あんな気持ち悪い事が出来るんなら、違う素質があるんじゃないか?
「ではひとまず、眠れるようにしますね」
「ありがとうございます」
リラが涙を流してお礼を言う。
そしてクラリンが、以前俺にしてくれたように呪文のような物を唱えると、リラは静かに寝息を立て始めた。
「これで一件落着ですか」
「お疲れ様、クラリン」
「僕からもお礼を言わせて下さい。ありがとうございます。では、これから渓谷の入口まで案内しますね」
案内されて森の中を歩いて行くと、見覚えのある砂利道に出てきた。
「ここを真っ直ぐ行けば渓谷の入口です」
「おう!ありがとう」「ありがとうございます」
と、お礼を言うとハーピーの少年は住処の方に飛んでいった。
「ルシェはちゃんと待っててくれてるかなあ。
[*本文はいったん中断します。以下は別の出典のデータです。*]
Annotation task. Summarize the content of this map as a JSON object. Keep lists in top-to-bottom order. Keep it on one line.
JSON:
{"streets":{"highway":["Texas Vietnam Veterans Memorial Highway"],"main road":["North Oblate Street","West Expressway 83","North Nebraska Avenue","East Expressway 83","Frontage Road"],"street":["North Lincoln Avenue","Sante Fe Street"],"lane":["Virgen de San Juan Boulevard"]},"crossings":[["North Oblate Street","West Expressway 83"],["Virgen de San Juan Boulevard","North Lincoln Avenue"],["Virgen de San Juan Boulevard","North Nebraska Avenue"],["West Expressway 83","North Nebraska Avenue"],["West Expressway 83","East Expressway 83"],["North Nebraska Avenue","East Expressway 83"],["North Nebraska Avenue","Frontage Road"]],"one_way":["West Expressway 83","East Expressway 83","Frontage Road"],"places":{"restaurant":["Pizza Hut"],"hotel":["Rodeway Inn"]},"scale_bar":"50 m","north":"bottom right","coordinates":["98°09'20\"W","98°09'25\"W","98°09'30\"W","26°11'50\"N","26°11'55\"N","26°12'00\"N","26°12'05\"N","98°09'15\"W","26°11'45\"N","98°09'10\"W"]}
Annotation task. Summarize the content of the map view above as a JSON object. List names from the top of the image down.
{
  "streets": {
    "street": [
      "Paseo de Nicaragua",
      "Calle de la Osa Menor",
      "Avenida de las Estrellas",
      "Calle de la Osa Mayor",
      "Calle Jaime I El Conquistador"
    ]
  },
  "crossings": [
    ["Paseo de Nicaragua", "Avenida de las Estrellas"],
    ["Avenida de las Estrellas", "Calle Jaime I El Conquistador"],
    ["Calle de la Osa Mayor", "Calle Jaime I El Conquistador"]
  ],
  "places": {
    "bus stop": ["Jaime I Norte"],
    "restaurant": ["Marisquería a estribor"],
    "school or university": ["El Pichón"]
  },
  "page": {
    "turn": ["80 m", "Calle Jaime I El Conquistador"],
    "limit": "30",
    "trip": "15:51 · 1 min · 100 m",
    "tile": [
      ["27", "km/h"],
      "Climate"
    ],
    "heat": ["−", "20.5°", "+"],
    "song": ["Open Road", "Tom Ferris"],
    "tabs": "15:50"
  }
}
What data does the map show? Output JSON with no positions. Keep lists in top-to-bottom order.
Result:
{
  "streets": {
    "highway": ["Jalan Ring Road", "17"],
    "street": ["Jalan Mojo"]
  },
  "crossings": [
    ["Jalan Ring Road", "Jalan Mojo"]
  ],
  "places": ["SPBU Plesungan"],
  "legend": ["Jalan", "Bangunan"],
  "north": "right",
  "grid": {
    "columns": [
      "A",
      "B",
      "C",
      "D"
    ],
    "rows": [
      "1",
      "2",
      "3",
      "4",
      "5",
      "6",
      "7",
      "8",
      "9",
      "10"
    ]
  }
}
かなりの時間が経ってる気がするけど」
「姉様なら大丈夫ですよきっと。姉様は狩りが出来なくて魔法も私のせいで上手く使えませんけど、知識だけなら村のエルフの中でも豊富な方です。何かあったとしても、上手く切り抜けているに違いありません」
「へえ。それは知らなかった。まあ努力家って感じはするよ。いつも頑張ってるもんな」
「はい!私から見ても頑張り屋さんです!あ、そろそろ看板のある場所が見えてきますよ」
「ああ、ようやく着いたか。おーいルシェー!お待たせー!退屈だっただろー?」
声を張り上げて看板の元に駆け出す。
そこには
「お?でかいウサギがいるじゃないか。それと・・・うわあ!」
「どうかしましたか?」
ルシェの姿は無く、体長一メートルはあろうかという大きなウサギが後ろを向いて立っており、こちらを振り向いた時に見えた後ろの地面は真っ赤に染まっている。
それはちょっとした水溜りを作っていた。
振り向いたウサギの顔をよく見ると、前歯が異様なほどに発達しており、五センチはあろうかという長さだった。
「アレはウサギなんて可愛いもんじゃありません!ボーパルバニーです!」
クラリンの放った言葉のニュアンスから、それがどれだけ逼迫した事態なのかを物語っていた。